Freiherr Joseph Alvinczi von Borberek a.k.a. Baron József Alvinczi de Borberek (German: Joseph Alvinczy, Freiherr von Berberek; 1 February 1735 – 25 September 1810) was a soldier in the Habsburg Army and a Field Marshal of the Austrian Empire.
An ethnic Magyar, he was born in Transylvania in a place called Alvinc (German: Alwintz), and spent his boyhood in the household of Graf Franz Gyulai before joining his regiment as a Fähnrich aged 14. By 1753 he had risen to Hauptmann.
During the Seven Years' War, Alvinczy distinguished himself leading a Grenadier company in the battles of Torgau and Teplitz, where his courageous leadership won him a promotion to second Major. At the end of the war he worked extensively on the implementation of Franz Moritz von Lacy's new regulations throughout the army.

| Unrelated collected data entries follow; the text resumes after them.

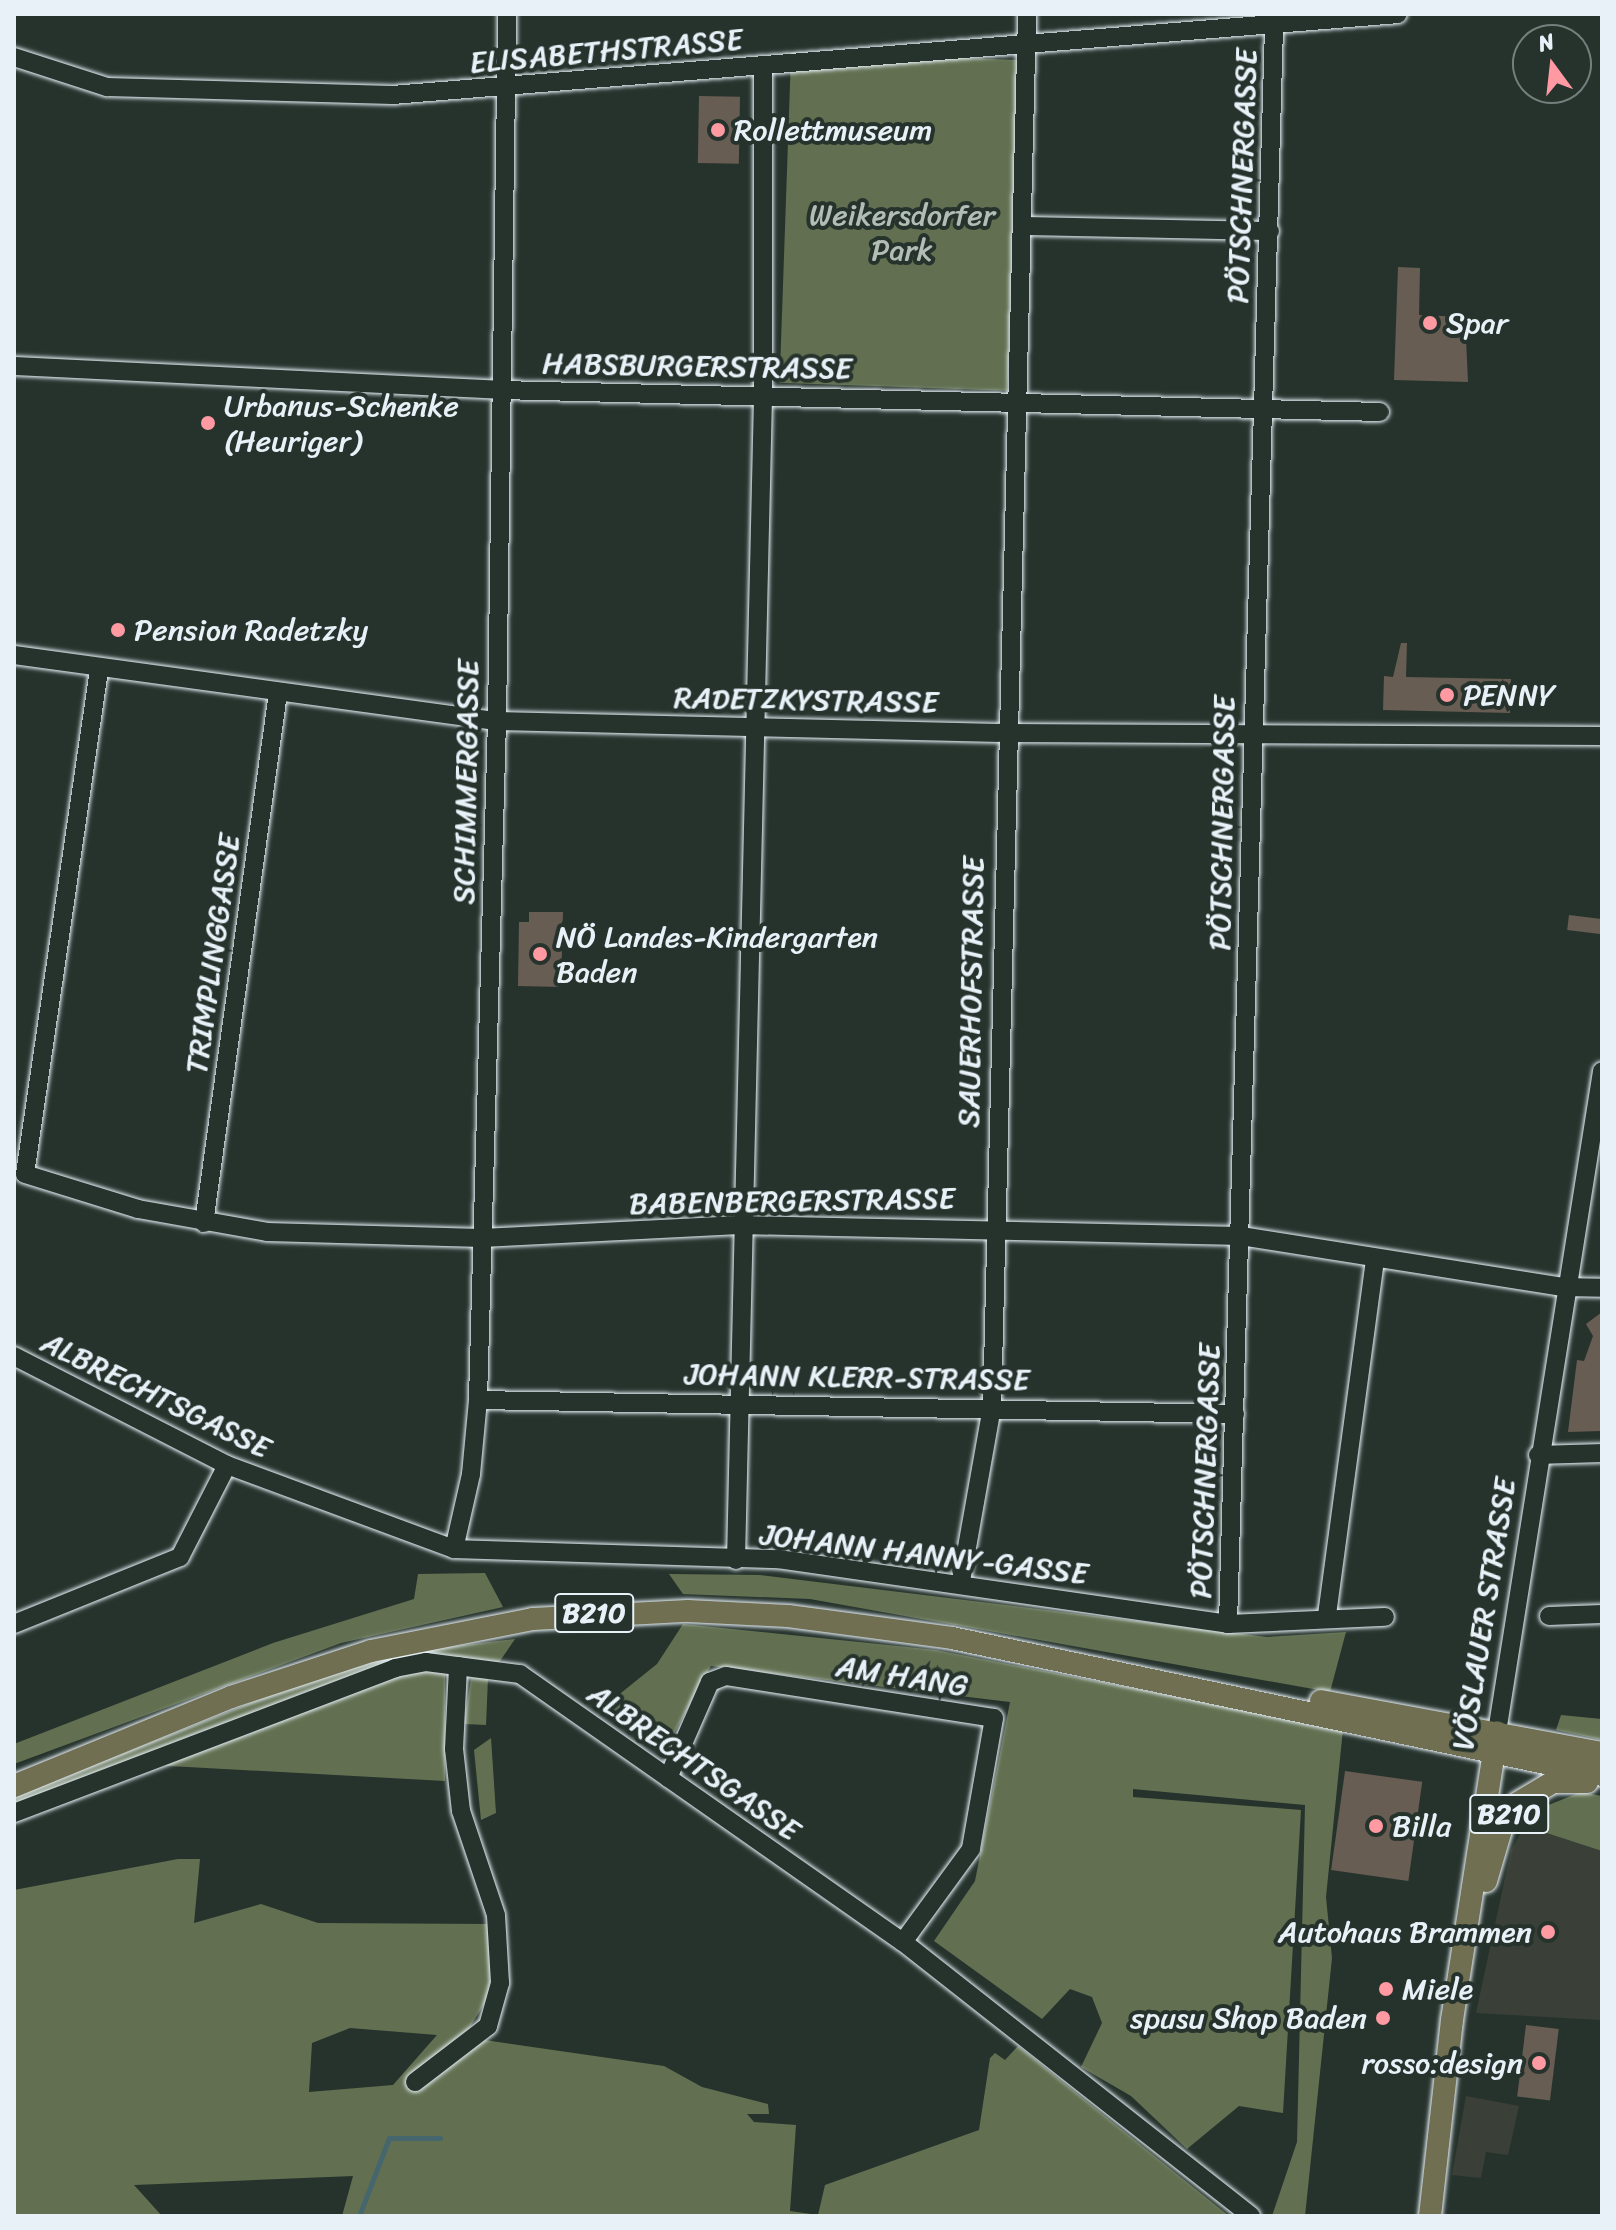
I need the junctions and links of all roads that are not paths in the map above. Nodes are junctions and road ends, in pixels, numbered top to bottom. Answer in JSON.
{"nodes":[{"id":1,"x":507,"y":14,"type":"edge"},
{"id":2,"x":1027,"y":14,"type":"edge"},
{"id":3,"x":1398,"y":14,"type":"edge"},
{"id":4,"x":1274,"y":25,"type":"junction"},
{"id":5,"x":1023,"y":45,"type":"junction"},
{"id":6,"x":14,"y":57,"type":"edge"},
{"id":7,"x":763,"y":66,"type":"junction"},
{"id":8,"x":501,"y":88,"type":"junction"},
{"id":9,"x":1023,"y":226,"type":"junction"},
{"id":10,"x":1270,"y":231,"type":"junction"},
{"id":11,"x":14,"y":366,"type":"edge"},
{"id":12,"x":500,"y":390,"type":"junction"},
{"id":13,"x":763,"y":393,"type":"junction"},
{"id":14,"x":1014,"y":402,"type":"junction"},
{"id":15,"x":1260,"y":410,"type":"junction"},
{"id":16,"x":1380,"y":412,"type":"dead end"},
{"id":17,"x":14,"y":655,"type":"edge"},
{"id":18,"x":99,"y":670,"type":"junction"},
{"id":19,"x":278,"y":693,"type":"junction"},
{"id":20,"x":497,"y":721,"type":"junction"},
{"id":21,"x":752,"y":727,"type":"junction"},
{"id":22,"x":1004,"y":733,"type":"junction"},
{"id":23,"x":1252,"y":734,"type":"junction"},
{"id":24,"x":1602,"y":736,"type":"edge"},
{"id":25,"x":1602,"y":1071,"type":"edge"},
{"id":26,"x":1599,"y":1117,"type":"edge"},
{"id":27,"x":204,"y":1223,"type":"junction"},
{"id":28,"x":740,"y":1225,"type":"junction"},
{"id":29,"x":995,"y":1227,"type":"junction"},
{"id":30,"x":1241,"y":1236,"type":"junction"},
{"id":31,"x":482,"y":1238,"type":"junction"},
{"id":32,"x":1375,"y":1259,"type":"junction"},
{"id":33,"x":1563,"y":1287,"type":"junction"},
{"id":34,"x":1602,"y":1288,"type":"edge"},
{"id":35,"x":14,"y":1356,"type":"edge"},
{"id":36,"x":478,"y":1400,"type":"junction"},
{"id":37,"x":740,"y":1402,"type":"junction"},
{"id":38,"x":992,"y":1407,"type":"junction"},
{"id":39,"x":1235,"y":1414,"type":"junction"},
{"id":40,"x":1602,"y":1453,"type":"edge"},
{"id":41,"x":1538,"y":1455,"type":"junction"},
{"id":42,"x":227,"y":1465,"type":"junction"},
{"id":43,"x":454,"y":1549,"type":"junction"},
{"id":44,"x":736,"y":1560,"type":"junction"},
{"id":45,"x":961,"y":1581,"type":"junction"},
{"id":46,"x":1602,"y":1614,"type":"edge"},
{"id":47,"x":1327,"y":1615,"type":"junction"},
{"id":48,"x":1549,"y":1616,"type":"dead end"},
{"id":49,"x":1385,"y":1617,"type":"dead end"},
{"id":50,"x":14,"y":1624,"type":"edge"},
{"id":51,"x":1228,"y":1624,"type":"junction"},
{"id":52,"x":458,"y":1666,"type":"junction"},
{"id":53,"x":1495,"y":1742,"type":"junction"},
{"id":54,"x":1602,"y":1753,"type":"edge"},
{"id":55,"x":1602,"y":1775,"type":"edge"},
{"id":56,"x":668,"y":1778,"type":"junction"},
{"id":57,"x":1602,"y":1784,"type":"edge"},
{"id":58,"x":14,"y":1786,"type":"edge"},
{"id":59,"x":14,"y":1813,"type":"edge"},
{"id":60,"x":1469,"y":1909,"type":"junction"},
{"id":61,"x":903,"y":1942,"type":"junction"},
{"id":62,"x":415,"y":2082,"type":"dead end"},
{"id":63,"x":1251,"y":2216,"type":"edge"},
{"id":64,"x":1430,"y":2216,"type":"edge"}],
"edges":[{"from":1,"to":8,"type":"street","name":"SCHIMMERGASSE"},
{"from":2,"to":5,"type":"street"},
{"from":3,"to":4,"type":"street","name":"ELISABETHSTRASSE"},
{"from":4,"to":5,"type":"street","name":"ELISABETHSTRASSE"},
{"from":4,"to":10,"type":"street","name":"PÖTSCHNERGASSE"},
{"from":5,"to":7,"type":"street","name":"ELISABETHSTRASSE"},
{"from":5,"to":9,"type":"street","name":"SAUERHOFSTRASSE"},
{"from":6,"to":8,"type":"street","name":"ELISABETHSTRASSE"},
{"from":7,"to":8,"type":"street","name":"ELISABETHSTRASSE"},
{"from":7,"to":13,"type":"street"},
{"from":8,"to":12,"type":"street","name":"SCHIMMERGASSE"},
{"from":9,"to":10,"type":"street"},
{"from":9,"to":14,"type":"street","name":"SAUERHOFSTRASSE"},
{"from":10,"to":15,"type":"street","name":"PÖTSCHNERGASSE"},
{"from":11,"to":12,"type":"street","name":"HABSBURGERSTRASSE"},
{"from":12,"to":13,"type":"street","name":"HABSBURGERSTRASSE"},
{"from":12,"to":20,"type":"street","name":"SCHIMMERGASSE"},
{"from":13,"to":14,"type":"street","name":"HABSBURGERSTRASSE"},
{"from":13,"to":21,"type":"street"},
{"from":14,"to":15,"type":"street","name":"HABSBURGERSTRASSE"},
{"from":14,"to":22,"type":"street","name":"SAUERHOFSTRASSE"},
{"from":15,"to":16,"type":"street","name":"HABSBURGERSTRASSE"},
{"from":15,"to":23,"type":"street","name":"PÖTSCHNERGASSE"},
{"from":17,"to":18,"type":"street","name":"RADETZKYSTRASSE"},
{"from":18,"to":19,"type":"street","name":"RADETZKYSTRASSE"},
{"from":18,"to":27,"type":"street","name":"BABENBERGERSTRASSE"},
{"from":19,"to":20,"type":"street","name":"RADETZKYSTRASSE"},
{"from":19,"to":27,"type":"street","name":"TRIMPLINGGASSE"},
{"from":20,"to":21,"type":"street","name":"RADETZKYSTRASSE"},
{"from":20,"to":31,"type":"street","name":"SCHIMMERGASSE"},
{"from":21,"to":22,"type":"street","name":"RADETZKYSTRASSE"},
{"from":21,"to":28,"type":"street"},
{"from":22,"to":23,"type":"street","name":"RADETZKYSTRASSE"},
{"from":22,"to":29,"type":"street","name":"SAUERHOFSTRASSE"},
{"from":23,"to":24,"type":"street","name":"RADETZKYSTRASSE"},
{"from":23,"to":30,"type":"street","name":"PÖTSCHNERGASSE"},
{"from":25,"to":26,"type":"street","name":"VÖSLAUER STRASSE"},
{"from":26,"to":33,"type":"street","name":"VÖSLAUER STRASSE"},
{"from":27,"to":31,"type":"street","name":"BABENBERGERSTRASSE"},
{"from":28,"to":29,"type":"street","name":"BABENBERGERSTRASSE"},
{"from":28,"to":31,"type":"street","name":"BABENBERGERSTRASSE"},
{"from":28,"to":37,"type":"street"},
{"from":29,"to":30,"type":"street","name":"BABENBERGERSTRASSE"},
{"from":29,"to":38,"type":"street","name":"SAUERHOFSTRASSE"},
{"from":30,"to":32,"type":"street","name":"BABENBERGERSTRASSE"},
{"from":30,"to":39,"type":"street","name":"PÖTSCHNERGASSE"},
{"from":31,"to":36,"type":"street","name":"SCHIMMERGASSE"},
{"from":32,"to":33,"type":"street","name":"BABENBERGERSTRASSE"},
{"from":32,"to":47,"type":"street"},
{"from":33,"to":34,"type":"street","name":"BABENBERGERSTRASSE"},
{"from":33,"to":41,"type":"street","name":"VÖSLAUER STRASSE"},
{"from":35,"to":42,"type":"street","name":"ALBRECHTSGASSE"},
{"from":36,"to":37,"type":"street","name":"JOHANN KLERR-STRASSE"},
{"from":36,"to":43,"type":"street","name":"SCHIMMERGASSE"},
{"from":37,"to":38,"type":"street","name":"JOHANN KLERR-STRASSE"},
{"from":37,"to":44,"type":"street"},
{"from":38,"to":39,"type":"street","name":"JOHANN KLERR-STRASSE"},
{"from":38,"to":45,"type":"street","name":"SAUERHOFSTRASSE"},
{"from":39,"to":51,"type":"street","name":"PÖTSCHNERGASSE"},
{"from":40,"to":41,"type":"street"},
{"from":41,"to":53,"type":"street","name":"VÖSLAUER STRASSE"},
{"from":42,"to":43,"type":"street","name":"ALBRECHTSGASSE"},
{"from":42,"to":50,"type":"street"},
{"from":43,"to":44,"type":"street","name":"JOHANN HANNY-GASSE"},
{"from":44,"to":45,"type":"street","name":"JOHANN HANNY-GASSE"},
{"from":45,"to":51,"type":"street","name":"JOHANN HANNY-GASSE"},
{"from":46,"to":48,"type":"street"},
{"from":47,"to":49,"type":"street","name":"JOHANN HANNY-GASSE"},
{"from":47,"to":51,"type":"street","name":"JOHANN HANNY-GASSE"},
{"from":52,"to":56,"type":"street","name":"ALBRECHTSGASSE"},
{"from":52,"to":59,"type":"street","name":"ALBRECHTSGASSE"},
{"from":52,"to":62,"type":"street"},
{"from":53,"to":54,"type":"main road","number":"B210"},
{"from":53,"to":55,"type":"main road","number":"B210"},
{"from":53,"to":58,"type":"main road","number":"B210"},
{"from":53,"to":60,"type":"main road","name":"VÖSLAUER STRASSE"},
{"from":56,"to":61,"type":"street","name":"ALBRECHTSGASSE"},
{"from":56,"to":61,"type":"street","name":"AM HANG"},
{"from":57,"to":60,"type":"main road","number":"B210"},
{"from":60,"to":64,"type":"main road","name":"VÖSLAUER STRASSE"},
{"from":61,"to":63,"type":"street","name":"ALBRECHTSGASSE"}]}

Promoted to Oberst commanding the 19th Infantry Regiment 19 in 1774, he led his men during the War of the Bavarian Succession, where he took the Böhmertor, city of Habelschwerdt and captured the Prussian Commander Prince Hessen-Philippstal, a feat which won Alvinczy promotion to Major General and award of the Militär-Maria Theresien-Orden (MTO).
Alvinczy fought under Ernst Gideon Freiherr von Laudon in the Ottoman War of 1787, but did not accomplish his mission of capturing Belgrade. After a short period instructing the future Emperor, Archduke Francis, he returned to command his regiment. After being promoted to Feldmarschalleutnant, he was transferred to the Austrian Netherlands in 1790 to suppress the United States of Belgium, until a fall from his horse forced him to retire.
Upon the outbreak of the French Revolutionary Wars in 1792, Alvinczy commanded a Division, steadying his demoralised men at a key stage of the victorious battle of Neerwinden in 1793, leading his men forward to capture the village; for this exploit he was awarded the Commanders Cross of the MTO. He took command of an Auxiliary army which supported the British under the Duke of York and Albany, fighting at Landrecy and in the Battle of Fleurus, before being wounded at Mariolles.
On his recovery and promotion to Feldzeugmeister, Alvinczy advised the William VI of Orange in the successful relief of Charleroi in June 1793, losing two horses under him in the process, and earning the reward of the Grand cross of the MTO. Briefly commander of the Army of the Upper Rhine, he was recalled to Vienna to serve on the Hofkriegsrat in 1795.
In late 1796 he took over command of the army that was fighting Napoleon Bonaparte in the north of the Italian Peninsula. After organising the Tyrolean militia to face the threat of the French advance in 1796, he was tasked with the third relief of the Siege of Mantua. Alvinczy's army was largely composed of new recruits with few experienced officers.
He defeated Bonaparte at Bassano on 6 November and Caldiero on 12 November. Ultimately, Bonaparte won a hard-fought victory over Alvinczi at the Battle of the Bridge of Arcole on 15–17 November 1796. After at first withdrawing toward Vicenza, the Austrian gamely reoccupied the field of battle on 22 November.  But when he found that troops under his lieutenant Paul Davidovich had begun their own retreat, he admitted defeat and fell back to Bassano.
Despite deteriorating health, he regrouped and tried again. He suffered a severe defeat in the Battle of Rivoli on 14–15 January 1797. Mantua surrendered soon afterward. He was then given the position of military governor of Hungary, and promoted to Field Marshal in 1808. He died two years later in Buda.